*** DATA ***

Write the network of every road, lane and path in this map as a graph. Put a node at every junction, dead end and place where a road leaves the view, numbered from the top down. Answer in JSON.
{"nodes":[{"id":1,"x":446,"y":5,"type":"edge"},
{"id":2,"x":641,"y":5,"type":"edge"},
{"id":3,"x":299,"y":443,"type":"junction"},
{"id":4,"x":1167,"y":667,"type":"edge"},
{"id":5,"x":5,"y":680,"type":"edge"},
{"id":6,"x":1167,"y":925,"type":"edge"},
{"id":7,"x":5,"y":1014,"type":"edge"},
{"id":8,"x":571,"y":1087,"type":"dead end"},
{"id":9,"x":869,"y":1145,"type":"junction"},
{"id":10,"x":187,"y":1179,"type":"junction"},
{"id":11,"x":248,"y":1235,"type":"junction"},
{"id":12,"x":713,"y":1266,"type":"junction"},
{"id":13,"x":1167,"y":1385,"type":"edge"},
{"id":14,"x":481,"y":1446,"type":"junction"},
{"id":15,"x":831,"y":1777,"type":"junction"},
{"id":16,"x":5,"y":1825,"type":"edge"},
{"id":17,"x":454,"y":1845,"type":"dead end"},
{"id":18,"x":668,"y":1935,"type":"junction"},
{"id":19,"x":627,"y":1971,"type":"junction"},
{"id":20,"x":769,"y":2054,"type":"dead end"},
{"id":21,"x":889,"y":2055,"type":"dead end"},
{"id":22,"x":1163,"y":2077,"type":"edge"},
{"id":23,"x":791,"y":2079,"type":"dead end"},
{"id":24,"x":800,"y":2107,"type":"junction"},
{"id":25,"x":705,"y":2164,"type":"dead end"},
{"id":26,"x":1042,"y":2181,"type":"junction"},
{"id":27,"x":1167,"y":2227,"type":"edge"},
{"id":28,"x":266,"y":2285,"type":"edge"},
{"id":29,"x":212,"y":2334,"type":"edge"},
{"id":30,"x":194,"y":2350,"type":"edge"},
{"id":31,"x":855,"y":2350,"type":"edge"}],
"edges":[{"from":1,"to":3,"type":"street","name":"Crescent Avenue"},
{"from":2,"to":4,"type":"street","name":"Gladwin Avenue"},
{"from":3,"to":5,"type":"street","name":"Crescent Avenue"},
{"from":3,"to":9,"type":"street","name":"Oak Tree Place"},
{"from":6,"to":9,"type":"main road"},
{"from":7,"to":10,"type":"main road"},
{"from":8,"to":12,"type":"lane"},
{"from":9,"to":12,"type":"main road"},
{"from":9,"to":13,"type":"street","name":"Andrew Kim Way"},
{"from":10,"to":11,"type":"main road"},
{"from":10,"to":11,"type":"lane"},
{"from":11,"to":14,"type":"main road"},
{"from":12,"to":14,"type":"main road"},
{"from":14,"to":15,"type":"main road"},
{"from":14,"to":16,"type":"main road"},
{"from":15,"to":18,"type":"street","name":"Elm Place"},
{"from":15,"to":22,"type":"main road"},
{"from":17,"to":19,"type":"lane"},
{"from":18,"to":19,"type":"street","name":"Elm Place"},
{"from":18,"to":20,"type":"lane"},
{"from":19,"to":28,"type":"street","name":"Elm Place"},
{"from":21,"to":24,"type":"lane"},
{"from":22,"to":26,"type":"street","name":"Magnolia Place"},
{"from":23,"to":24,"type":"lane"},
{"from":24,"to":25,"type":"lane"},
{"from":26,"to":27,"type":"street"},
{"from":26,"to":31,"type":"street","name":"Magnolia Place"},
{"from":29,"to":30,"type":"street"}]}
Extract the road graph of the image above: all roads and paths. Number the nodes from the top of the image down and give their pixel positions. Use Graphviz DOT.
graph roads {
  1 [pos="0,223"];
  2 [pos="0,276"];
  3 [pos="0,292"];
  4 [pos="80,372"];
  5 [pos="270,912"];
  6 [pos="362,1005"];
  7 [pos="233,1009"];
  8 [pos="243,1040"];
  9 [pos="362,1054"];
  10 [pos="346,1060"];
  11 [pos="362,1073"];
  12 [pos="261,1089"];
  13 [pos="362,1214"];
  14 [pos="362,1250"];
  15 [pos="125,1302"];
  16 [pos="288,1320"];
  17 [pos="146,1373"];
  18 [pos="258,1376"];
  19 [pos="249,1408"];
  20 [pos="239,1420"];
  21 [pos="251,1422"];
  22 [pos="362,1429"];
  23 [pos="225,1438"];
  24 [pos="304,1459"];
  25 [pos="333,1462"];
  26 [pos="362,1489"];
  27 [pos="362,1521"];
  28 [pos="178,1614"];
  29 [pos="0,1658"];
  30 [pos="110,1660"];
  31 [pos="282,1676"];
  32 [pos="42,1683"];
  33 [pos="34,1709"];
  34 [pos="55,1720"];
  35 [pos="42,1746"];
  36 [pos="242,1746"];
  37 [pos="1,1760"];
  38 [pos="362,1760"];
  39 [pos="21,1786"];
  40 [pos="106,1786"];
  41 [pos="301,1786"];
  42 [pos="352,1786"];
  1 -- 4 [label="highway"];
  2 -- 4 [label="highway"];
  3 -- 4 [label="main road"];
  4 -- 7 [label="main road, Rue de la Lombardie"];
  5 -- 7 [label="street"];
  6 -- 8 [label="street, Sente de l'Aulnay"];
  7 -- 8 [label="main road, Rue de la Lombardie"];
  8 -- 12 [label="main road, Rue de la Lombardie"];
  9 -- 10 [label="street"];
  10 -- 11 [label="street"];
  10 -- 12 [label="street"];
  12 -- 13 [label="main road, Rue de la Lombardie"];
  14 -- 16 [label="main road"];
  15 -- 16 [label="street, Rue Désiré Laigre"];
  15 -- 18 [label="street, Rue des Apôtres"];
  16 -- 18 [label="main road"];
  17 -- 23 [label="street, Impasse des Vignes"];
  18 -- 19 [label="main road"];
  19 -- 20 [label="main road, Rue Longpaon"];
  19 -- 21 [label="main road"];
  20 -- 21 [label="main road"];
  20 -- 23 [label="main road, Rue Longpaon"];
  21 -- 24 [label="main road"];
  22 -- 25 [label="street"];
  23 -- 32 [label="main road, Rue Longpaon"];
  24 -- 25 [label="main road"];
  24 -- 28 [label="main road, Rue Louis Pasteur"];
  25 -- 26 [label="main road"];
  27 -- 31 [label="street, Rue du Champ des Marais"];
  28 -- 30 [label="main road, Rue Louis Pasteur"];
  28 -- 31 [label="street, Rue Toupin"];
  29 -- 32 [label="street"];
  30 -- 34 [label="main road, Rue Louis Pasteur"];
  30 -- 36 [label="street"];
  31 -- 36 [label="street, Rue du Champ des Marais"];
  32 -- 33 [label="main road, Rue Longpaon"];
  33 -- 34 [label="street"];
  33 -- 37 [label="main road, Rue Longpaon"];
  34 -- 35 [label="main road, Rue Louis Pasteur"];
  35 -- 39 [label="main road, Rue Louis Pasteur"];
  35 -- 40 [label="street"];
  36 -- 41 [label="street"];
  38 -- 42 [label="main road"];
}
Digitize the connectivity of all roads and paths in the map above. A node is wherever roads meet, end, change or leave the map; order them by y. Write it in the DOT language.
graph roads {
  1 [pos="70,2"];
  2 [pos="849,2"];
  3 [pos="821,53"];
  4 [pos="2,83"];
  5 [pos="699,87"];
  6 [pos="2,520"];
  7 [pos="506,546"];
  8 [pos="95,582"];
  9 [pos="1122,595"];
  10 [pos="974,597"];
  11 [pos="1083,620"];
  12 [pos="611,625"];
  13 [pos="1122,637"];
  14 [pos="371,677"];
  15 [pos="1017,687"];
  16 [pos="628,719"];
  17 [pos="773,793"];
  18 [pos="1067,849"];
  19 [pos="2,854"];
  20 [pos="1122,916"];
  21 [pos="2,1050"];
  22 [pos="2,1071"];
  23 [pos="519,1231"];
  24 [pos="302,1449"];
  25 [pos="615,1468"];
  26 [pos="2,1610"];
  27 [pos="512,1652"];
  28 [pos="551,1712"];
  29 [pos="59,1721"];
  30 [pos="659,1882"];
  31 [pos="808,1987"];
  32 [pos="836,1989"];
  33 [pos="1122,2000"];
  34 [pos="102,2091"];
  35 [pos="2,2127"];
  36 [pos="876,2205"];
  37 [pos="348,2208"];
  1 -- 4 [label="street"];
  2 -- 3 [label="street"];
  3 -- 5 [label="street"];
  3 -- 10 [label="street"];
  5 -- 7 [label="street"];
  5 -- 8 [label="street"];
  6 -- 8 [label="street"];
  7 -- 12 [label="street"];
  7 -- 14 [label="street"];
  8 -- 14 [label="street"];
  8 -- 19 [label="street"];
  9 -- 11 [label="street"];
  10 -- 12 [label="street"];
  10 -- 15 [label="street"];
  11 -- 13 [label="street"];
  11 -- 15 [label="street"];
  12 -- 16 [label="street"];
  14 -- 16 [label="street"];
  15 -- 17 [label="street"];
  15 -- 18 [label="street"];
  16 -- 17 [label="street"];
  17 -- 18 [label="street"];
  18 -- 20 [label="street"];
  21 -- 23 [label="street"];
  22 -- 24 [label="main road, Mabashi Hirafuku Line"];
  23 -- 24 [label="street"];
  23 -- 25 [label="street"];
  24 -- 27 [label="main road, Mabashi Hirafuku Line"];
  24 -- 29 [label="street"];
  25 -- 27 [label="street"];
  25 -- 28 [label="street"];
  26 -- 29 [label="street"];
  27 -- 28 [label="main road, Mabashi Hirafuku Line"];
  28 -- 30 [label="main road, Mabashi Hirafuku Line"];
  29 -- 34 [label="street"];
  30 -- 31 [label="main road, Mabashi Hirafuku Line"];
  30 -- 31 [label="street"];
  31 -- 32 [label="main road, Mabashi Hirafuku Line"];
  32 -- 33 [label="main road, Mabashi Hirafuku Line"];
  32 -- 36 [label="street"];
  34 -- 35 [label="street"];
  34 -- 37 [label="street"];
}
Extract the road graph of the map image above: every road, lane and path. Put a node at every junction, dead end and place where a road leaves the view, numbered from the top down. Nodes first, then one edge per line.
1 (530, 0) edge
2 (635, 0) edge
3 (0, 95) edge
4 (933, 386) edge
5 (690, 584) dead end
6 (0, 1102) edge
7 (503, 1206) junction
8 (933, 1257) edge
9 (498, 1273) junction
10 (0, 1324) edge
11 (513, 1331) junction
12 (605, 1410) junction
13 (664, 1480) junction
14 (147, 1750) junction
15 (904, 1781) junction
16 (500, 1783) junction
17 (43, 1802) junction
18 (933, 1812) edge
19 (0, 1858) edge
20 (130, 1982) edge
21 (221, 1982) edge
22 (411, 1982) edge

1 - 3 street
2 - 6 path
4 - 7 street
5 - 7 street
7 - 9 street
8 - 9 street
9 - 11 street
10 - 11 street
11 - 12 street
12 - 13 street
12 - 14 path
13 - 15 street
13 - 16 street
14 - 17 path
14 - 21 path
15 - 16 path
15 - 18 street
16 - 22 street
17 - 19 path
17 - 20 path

*** End of DATA ***

PROBLEM REQUIREMENTS: Report how many lines of the listing hold the word "graph", with nothing but the number.

OUTPUT OF THE EXERCISE: 5